■ **ASSIGNMENT**:
Scan the entries below for the word "graph". Copy each line that has it.

+++ SUPPLIED INFORMATION

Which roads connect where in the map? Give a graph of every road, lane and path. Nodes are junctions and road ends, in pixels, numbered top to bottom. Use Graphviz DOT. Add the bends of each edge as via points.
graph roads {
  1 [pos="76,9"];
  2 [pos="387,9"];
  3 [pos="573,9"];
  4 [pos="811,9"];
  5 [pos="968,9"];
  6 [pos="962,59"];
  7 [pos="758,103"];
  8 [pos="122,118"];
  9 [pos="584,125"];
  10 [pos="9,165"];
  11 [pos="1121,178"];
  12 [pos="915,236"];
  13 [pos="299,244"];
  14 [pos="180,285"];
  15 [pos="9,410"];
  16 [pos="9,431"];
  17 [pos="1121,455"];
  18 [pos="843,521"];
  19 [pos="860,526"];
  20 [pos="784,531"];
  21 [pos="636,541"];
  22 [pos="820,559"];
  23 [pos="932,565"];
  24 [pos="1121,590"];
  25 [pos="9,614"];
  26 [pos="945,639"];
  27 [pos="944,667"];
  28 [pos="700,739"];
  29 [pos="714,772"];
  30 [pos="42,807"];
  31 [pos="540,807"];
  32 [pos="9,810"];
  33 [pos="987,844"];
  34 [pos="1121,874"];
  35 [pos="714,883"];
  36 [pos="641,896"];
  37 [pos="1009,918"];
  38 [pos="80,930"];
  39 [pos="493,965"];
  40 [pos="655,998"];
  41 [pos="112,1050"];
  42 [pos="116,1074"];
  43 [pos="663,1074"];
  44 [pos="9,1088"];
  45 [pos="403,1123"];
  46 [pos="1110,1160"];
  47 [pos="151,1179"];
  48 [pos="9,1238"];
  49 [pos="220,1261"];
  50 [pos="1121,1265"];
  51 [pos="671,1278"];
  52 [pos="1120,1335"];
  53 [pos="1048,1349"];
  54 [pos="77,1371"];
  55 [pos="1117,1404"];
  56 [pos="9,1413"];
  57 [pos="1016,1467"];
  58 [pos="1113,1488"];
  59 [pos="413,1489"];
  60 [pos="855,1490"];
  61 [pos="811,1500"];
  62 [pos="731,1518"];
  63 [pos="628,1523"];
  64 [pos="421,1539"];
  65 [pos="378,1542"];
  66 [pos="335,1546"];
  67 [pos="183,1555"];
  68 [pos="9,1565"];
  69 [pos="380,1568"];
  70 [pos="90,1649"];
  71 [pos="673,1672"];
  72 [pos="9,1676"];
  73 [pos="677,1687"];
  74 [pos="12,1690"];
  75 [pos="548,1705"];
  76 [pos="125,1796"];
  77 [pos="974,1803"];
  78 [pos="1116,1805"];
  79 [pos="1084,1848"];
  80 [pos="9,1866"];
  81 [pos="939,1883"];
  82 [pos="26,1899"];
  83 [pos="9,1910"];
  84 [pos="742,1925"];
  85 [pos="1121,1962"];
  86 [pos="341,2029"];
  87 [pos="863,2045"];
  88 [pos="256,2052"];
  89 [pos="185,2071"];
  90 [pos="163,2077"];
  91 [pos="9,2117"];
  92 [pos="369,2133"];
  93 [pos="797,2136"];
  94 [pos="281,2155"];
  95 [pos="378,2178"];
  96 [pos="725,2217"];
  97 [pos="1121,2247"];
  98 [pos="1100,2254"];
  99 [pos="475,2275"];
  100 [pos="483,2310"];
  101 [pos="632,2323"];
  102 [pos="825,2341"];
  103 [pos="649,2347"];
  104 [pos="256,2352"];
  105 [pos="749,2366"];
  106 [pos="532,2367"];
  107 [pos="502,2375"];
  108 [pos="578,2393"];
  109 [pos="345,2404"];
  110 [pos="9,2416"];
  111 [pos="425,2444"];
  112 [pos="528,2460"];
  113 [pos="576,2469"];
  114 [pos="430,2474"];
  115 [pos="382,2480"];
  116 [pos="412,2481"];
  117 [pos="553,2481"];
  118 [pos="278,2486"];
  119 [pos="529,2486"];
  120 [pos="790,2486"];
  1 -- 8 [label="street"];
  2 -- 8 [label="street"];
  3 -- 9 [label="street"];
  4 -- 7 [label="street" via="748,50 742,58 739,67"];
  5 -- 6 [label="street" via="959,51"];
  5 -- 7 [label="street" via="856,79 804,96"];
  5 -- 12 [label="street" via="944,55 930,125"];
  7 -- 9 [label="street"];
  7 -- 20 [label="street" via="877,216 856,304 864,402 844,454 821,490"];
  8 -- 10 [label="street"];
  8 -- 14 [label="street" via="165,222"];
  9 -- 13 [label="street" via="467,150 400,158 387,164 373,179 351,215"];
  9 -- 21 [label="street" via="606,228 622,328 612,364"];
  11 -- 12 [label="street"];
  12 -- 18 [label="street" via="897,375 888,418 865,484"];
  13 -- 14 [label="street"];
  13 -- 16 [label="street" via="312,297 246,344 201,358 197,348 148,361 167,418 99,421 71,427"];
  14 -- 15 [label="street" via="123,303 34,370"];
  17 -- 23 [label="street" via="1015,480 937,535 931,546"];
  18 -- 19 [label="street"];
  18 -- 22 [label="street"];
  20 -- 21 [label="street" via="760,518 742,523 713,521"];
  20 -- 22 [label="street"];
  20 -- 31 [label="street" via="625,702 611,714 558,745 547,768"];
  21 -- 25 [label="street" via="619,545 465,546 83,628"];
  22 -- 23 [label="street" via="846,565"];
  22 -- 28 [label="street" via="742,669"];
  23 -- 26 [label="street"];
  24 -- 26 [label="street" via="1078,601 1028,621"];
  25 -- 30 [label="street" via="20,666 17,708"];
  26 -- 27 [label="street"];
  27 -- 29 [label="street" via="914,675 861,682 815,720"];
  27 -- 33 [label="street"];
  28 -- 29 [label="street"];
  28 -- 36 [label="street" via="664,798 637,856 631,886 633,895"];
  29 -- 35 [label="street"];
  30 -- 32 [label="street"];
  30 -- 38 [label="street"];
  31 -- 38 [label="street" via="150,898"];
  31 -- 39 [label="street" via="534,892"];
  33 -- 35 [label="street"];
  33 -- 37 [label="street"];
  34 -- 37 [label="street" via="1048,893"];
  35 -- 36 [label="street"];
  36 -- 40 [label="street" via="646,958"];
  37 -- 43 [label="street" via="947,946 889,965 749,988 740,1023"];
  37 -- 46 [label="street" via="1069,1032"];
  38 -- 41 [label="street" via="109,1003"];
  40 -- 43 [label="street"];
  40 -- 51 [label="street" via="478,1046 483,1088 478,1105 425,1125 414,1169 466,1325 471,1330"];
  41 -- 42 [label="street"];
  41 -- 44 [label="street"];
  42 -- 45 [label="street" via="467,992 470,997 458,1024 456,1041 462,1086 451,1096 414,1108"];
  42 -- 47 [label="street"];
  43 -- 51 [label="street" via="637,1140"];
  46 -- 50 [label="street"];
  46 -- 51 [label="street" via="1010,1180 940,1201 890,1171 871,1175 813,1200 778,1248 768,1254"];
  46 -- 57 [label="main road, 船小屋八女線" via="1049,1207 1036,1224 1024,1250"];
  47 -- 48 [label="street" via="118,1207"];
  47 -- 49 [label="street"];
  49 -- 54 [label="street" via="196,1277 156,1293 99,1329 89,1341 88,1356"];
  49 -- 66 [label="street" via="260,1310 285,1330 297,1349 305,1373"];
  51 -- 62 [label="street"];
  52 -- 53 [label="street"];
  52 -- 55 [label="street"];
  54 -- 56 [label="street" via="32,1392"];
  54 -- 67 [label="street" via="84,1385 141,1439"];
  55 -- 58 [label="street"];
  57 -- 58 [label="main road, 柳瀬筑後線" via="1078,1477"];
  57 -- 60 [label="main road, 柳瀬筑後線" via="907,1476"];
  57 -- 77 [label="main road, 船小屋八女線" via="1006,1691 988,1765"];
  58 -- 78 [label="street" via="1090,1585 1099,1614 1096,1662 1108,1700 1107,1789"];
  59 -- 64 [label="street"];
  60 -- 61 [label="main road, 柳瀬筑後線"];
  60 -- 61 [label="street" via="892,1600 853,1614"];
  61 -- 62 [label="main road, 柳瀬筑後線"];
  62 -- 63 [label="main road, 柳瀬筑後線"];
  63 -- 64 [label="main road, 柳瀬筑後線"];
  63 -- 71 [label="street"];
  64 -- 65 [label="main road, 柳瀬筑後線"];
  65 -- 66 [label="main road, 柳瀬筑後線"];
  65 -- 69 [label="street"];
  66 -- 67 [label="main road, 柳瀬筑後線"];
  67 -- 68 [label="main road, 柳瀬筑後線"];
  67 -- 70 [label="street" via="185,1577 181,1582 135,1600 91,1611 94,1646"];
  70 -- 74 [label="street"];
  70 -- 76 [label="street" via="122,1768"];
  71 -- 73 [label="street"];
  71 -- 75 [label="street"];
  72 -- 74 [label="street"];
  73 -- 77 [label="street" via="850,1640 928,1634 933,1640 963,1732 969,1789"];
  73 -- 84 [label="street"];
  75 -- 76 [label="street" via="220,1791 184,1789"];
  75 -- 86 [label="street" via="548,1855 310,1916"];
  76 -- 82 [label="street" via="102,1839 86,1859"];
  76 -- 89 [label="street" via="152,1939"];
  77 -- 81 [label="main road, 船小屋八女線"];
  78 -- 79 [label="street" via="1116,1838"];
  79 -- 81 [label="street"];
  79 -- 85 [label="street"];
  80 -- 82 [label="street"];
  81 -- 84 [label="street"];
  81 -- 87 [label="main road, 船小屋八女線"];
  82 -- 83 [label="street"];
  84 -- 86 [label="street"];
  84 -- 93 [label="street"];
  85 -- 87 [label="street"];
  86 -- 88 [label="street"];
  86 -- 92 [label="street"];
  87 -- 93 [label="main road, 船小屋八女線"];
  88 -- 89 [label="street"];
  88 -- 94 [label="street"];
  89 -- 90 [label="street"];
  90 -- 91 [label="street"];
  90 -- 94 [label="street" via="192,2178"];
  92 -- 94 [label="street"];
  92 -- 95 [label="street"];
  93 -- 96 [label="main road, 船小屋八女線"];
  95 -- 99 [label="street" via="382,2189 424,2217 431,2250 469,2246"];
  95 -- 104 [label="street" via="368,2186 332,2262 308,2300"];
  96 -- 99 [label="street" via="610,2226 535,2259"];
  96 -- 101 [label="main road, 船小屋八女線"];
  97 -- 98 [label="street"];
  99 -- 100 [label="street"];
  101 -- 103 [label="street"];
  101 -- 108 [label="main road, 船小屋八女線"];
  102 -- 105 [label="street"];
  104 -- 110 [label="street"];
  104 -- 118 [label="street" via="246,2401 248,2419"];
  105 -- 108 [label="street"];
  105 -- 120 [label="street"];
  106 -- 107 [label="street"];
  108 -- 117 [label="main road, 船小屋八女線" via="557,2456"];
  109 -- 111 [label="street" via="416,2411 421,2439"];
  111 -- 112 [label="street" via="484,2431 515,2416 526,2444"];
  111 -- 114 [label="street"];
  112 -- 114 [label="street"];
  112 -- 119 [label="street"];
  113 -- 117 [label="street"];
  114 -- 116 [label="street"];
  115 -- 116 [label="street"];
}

++++++
+++ SUPPLIED INFORMATION

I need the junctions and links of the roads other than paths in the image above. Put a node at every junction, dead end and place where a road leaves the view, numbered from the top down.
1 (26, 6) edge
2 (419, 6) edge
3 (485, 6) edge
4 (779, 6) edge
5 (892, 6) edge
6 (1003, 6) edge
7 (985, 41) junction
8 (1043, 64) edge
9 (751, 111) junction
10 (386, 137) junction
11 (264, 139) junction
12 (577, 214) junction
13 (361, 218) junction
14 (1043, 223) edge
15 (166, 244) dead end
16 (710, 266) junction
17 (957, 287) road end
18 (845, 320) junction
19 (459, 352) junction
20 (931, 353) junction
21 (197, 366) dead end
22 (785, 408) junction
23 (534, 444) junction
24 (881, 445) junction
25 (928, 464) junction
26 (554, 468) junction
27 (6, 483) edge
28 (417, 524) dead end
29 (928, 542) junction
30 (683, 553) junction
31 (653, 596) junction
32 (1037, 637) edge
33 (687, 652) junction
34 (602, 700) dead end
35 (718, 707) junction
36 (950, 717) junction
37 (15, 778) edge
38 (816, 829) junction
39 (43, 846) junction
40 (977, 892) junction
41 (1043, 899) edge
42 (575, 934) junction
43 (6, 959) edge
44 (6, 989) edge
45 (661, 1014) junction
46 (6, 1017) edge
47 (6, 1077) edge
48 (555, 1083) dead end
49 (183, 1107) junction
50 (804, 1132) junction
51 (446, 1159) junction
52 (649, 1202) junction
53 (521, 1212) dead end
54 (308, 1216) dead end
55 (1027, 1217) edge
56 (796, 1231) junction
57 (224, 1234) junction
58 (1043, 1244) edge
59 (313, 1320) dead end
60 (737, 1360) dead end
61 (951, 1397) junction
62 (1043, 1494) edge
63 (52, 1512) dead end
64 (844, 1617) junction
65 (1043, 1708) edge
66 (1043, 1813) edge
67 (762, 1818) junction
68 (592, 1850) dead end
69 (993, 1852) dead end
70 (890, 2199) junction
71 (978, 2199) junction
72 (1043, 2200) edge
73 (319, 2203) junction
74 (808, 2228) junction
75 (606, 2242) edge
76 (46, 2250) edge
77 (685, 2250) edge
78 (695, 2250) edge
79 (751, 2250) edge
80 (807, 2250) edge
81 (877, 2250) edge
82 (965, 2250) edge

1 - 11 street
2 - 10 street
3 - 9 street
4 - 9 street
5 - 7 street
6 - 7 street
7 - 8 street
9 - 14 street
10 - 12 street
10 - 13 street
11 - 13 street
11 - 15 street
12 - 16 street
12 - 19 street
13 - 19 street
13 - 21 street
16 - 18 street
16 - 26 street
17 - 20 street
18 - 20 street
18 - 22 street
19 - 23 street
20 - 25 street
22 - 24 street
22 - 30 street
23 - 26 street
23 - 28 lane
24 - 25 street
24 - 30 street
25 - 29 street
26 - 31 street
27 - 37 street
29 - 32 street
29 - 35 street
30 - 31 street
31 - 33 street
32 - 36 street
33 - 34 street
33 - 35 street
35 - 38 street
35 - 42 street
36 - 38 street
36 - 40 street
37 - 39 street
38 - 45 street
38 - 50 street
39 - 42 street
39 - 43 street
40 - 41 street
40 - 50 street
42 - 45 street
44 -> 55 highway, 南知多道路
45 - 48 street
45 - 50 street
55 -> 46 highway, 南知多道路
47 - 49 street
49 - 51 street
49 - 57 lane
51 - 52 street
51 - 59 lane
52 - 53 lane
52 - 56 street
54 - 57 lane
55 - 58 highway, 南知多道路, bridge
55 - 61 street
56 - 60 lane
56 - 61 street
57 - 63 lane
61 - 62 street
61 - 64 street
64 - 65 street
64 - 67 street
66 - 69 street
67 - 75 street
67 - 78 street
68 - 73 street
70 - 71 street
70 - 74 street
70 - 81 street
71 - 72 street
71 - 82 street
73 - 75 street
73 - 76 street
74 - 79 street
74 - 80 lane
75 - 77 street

++++++

■ **SOLUTION TO THE PROBLEM**:
Which roads connect where in the map? Give a graph of every road, lane and path. Nodes are junctions and road ends, in pixels, numbered top to bottom. Use Graphviz DOT. Add the bends of each edge as via points.
graph roads {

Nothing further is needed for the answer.